== SOURCE DATA

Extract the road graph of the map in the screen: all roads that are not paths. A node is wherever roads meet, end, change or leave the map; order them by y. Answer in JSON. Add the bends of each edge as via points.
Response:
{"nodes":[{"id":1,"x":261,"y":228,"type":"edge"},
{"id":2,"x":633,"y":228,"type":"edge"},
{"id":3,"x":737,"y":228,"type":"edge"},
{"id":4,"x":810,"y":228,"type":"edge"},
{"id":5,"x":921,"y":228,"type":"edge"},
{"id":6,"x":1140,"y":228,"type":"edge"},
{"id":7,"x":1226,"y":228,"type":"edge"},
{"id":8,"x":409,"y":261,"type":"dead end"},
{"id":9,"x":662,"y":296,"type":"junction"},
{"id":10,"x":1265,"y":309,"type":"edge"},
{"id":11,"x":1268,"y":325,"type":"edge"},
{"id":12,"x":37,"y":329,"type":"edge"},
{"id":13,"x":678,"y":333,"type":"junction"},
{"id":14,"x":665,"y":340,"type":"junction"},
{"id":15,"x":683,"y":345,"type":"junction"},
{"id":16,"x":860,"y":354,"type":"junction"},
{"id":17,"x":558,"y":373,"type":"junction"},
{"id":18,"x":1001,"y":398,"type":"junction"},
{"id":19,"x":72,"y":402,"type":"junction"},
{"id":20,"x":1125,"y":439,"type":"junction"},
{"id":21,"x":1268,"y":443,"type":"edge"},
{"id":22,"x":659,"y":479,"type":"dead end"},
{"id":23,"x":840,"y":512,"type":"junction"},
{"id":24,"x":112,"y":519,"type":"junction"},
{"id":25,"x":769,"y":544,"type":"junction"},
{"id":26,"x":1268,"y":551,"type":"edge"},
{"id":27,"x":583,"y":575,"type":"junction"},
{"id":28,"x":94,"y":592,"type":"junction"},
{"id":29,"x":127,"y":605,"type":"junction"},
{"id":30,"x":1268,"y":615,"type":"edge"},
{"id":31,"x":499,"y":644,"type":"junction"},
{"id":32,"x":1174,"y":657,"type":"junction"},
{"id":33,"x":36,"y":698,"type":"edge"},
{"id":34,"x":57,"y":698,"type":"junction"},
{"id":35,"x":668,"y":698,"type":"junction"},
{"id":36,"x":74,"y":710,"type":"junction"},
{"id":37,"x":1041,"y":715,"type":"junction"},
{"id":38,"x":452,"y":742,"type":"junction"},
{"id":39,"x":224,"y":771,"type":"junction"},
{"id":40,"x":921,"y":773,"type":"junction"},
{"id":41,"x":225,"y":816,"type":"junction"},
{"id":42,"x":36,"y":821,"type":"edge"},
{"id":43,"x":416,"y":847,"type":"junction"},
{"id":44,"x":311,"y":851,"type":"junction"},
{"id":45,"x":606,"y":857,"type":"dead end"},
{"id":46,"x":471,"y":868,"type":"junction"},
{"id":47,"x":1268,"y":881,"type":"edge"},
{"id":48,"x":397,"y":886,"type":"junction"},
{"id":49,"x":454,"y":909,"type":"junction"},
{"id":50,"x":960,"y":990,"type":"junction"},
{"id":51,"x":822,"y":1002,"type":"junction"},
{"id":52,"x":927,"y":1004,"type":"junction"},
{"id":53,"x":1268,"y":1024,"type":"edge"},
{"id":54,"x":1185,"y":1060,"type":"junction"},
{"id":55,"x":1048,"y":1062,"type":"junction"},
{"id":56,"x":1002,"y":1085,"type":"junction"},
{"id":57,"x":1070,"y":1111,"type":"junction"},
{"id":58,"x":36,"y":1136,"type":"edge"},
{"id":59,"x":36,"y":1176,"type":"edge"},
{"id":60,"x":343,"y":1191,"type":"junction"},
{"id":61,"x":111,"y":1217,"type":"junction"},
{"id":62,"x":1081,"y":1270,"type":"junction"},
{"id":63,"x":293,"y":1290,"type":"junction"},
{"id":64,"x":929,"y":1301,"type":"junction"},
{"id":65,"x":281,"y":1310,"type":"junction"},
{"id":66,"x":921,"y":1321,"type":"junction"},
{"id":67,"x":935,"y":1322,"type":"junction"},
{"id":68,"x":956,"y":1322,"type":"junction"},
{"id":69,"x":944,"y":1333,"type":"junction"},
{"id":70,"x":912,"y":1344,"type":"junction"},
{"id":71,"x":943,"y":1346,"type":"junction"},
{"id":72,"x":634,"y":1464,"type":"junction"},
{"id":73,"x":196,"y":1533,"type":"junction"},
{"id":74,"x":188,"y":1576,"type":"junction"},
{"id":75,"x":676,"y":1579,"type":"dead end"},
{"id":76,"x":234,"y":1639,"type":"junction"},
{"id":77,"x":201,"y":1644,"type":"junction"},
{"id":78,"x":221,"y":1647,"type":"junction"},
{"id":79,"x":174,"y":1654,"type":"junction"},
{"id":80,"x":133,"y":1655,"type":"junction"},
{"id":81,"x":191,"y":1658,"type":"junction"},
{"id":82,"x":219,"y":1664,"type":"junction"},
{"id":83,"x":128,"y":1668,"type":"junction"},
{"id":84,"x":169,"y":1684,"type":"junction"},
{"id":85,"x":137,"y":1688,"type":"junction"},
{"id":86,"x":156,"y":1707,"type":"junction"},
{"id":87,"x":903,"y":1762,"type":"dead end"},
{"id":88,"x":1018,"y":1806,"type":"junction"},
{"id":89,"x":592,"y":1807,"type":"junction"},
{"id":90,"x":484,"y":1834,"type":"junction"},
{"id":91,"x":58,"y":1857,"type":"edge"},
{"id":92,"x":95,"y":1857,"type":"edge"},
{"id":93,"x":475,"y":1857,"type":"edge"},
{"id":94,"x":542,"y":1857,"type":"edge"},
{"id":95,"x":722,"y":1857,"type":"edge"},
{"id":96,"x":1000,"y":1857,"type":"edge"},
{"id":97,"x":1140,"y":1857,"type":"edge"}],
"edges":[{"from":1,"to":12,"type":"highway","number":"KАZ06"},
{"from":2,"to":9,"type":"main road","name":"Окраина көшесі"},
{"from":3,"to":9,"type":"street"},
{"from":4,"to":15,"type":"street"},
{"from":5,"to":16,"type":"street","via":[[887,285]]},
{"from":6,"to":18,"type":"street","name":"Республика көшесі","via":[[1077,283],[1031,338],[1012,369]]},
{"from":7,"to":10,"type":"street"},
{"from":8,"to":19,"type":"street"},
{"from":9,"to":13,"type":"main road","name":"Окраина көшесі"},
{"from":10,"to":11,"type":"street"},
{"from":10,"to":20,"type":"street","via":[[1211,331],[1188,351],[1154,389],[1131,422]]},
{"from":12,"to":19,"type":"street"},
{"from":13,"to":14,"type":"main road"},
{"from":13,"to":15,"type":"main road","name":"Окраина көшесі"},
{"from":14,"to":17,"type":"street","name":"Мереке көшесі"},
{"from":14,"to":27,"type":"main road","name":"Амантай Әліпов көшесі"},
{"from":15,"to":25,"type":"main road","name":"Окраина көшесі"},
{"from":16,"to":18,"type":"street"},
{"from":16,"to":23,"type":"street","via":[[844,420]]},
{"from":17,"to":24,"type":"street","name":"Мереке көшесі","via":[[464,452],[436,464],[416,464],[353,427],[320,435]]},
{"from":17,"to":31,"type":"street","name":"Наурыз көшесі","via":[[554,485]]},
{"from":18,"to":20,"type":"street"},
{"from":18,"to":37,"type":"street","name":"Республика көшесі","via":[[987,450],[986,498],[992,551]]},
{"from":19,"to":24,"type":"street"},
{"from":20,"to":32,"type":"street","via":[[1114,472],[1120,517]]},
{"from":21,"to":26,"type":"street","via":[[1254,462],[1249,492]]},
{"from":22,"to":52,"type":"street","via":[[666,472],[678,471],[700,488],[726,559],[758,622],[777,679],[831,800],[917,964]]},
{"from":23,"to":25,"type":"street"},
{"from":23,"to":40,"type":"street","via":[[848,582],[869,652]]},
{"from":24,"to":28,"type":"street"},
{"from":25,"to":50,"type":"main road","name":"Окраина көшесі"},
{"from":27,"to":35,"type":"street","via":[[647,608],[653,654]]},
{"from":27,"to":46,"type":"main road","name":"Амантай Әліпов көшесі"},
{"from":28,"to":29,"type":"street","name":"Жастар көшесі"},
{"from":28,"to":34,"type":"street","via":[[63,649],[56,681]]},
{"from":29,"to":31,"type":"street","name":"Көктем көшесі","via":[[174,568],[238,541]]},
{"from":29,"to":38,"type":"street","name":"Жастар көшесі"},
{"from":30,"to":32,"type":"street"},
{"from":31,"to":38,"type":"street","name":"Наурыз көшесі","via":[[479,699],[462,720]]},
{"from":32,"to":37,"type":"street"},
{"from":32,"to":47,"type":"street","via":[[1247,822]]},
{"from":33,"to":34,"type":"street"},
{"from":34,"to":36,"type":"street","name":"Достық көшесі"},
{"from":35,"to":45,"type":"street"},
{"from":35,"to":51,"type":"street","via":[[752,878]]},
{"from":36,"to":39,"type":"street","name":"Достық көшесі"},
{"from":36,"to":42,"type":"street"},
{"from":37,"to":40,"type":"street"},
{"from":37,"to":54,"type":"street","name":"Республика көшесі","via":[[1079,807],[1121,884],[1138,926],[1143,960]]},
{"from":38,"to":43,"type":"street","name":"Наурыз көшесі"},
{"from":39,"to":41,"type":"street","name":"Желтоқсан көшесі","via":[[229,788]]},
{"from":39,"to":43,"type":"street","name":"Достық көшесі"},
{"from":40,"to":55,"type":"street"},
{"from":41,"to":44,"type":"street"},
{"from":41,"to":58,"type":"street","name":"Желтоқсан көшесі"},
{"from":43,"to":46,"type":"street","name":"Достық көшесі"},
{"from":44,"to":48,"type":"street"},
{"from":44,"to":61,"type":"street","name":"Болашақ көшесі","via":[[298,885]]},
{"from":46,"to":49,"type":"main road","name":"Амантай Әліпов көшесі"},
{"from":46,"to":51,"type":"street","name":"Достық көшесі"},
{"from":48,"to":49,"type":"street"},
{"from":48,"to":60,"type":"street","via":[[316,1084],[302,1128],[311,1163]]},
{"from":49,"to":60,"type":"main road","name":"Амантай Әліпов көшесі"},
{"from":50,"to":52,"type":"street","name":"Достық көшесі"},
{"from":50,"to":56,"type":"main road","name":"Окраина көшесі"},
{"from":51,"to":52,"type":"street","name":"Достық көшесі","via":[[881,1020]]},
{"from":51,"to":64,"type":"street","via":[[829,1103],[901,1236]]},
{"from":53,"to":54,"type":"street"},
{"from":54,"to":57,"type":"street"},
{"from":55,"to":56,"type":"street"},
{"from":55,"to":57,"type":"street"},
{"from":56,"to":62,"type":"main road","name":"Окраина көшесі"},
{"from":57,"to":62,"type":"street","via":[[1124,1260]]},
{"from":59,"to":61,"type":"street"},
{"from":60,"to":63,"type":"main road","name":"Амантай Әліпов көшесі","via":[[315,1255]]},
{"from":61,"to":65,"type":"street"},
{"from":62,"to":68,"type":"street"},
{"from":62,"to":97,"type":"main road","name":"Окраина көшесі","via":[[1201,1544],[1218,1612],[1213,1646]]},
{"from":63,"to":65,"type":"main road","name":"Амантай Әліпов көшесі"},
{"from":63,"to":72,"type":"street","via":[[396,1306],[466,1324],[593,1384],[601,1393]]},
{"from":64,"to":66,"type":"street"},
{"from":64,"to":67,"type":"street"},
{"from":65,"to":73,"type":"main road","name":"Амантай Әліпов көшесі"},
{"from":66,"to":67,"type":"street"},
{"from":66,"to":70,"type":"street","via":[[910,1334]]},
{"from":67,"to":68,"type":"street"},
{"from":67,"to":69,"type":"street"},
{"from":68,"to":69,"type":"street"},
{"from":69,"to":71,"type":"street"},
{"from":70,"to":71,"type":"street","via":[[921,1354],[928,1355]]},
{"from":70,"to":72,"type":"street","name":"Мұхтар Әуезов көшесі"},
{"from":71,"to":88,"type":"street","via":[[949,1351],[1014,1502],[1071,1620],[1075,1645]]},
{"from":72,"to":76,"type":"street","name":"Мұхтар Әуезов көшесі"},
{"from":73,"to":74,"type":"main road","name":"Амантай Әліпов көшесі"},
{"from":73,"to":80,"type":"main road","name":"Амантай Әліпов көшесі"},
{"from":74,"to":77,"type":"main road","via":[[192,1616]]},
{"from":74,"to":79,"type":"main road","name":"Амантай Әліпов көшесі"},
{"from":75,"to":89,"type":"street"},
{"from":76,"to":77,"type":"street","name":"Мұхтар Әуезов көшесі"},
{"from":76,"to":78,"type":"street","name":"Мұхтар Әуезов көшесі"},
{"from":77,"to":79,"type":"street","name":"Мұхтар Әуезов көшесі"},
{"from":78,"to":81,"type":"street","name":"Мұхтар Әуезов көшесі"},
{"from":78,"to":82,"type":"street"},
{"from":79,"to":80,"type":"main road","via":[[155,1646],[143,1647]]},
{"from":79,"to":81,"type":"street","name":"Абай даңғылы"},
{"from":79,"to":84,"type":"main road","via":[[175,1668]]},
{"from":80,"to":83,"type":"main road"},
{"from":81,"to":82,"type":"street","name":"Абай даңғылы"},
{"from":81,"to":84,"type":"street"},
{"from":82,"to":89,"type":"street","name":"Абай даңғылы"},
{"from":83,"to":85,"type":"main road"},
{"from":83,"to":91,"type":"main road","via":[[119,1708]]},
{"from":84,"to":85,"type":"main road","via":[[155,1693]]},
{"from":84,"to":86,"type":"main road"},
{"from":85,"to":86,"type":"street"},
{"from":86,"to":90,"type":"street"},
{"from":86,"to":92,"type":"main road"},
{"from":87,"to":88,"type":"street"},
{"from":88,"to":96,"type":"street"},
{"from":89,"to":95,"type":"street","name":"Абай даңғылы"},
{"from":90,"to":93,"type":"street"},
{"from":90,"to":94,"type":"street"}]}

====

WORK REQUIRED — Copy whichever lines above contain the string "Жастар".

TASK SOLUTION —
{"from":28,"to":29,"type":"street","name":"Жастар көшесі"},
{"from":29,"to":38,"type":"street","name":"Жастар көшесі"},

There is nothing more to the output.